• _The task_
Leaving the pictures aside, restate all of the data exactly.

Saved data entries
== == ==
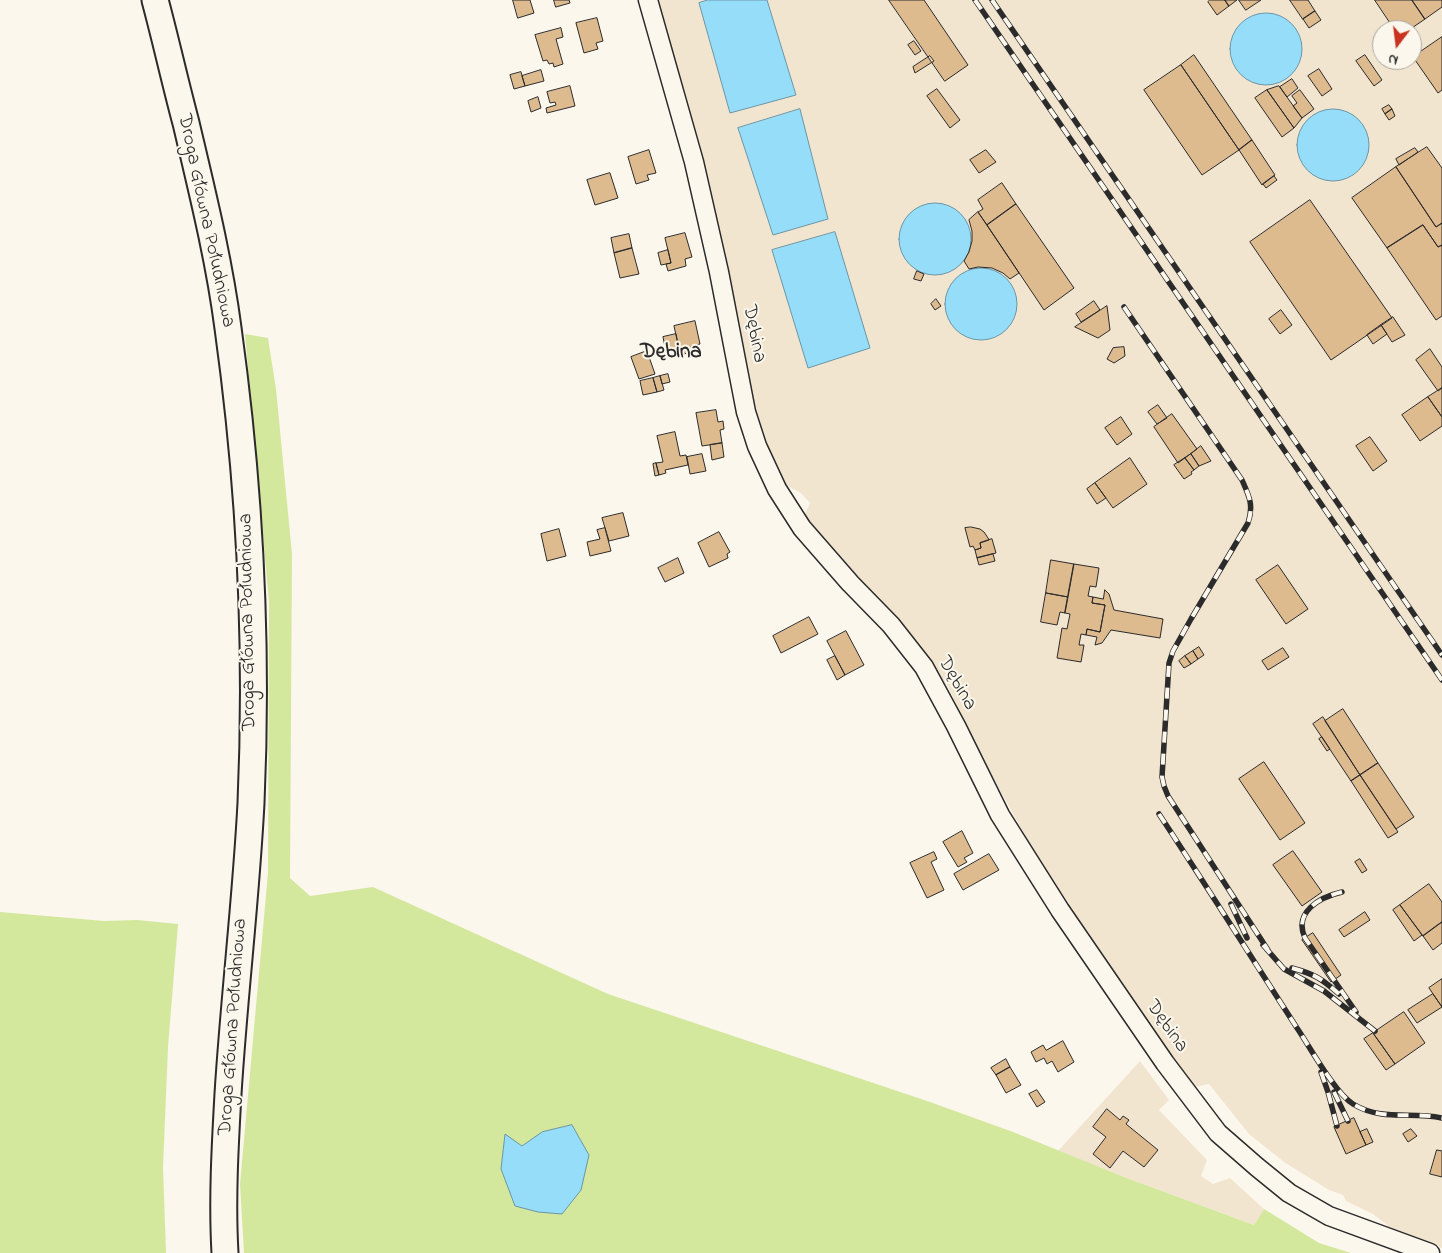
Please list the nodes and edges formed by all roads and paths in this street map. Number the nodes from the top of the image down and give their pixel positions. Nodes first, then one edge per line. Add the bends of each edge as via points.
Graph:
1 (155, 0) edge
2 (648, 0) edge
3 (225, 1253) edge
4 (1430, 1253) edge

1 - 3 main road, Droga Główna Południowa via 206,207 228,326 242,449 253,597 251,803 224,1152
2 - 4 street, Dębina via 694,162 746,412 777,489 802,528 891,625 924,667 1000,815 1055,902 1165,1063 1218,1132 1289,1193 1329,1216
== == ==
• _The completed task_
Please list the nodes and edges formed by all roads and paths in this street map. Number the nodes from the top of the image down and give their pixel positions. Nodes first, then one edge per line. Add the bends of each edge as via points.
Graph:
1 (155, 0) edge
2 (648, 0) edge
3 (225, 1253) edge
4 (1430, 1253) edge

1 - 3 main road, Droga Główna Południowa via 206,207 228,326 242,449 253,597 251,803 224,1152
2 - 4 street, Dębina via 694,162 746,412 777,489 802,528 891,625 924,667 1000,815 1055,902 1165,1063 1218,1132 1289,1193 1329,1216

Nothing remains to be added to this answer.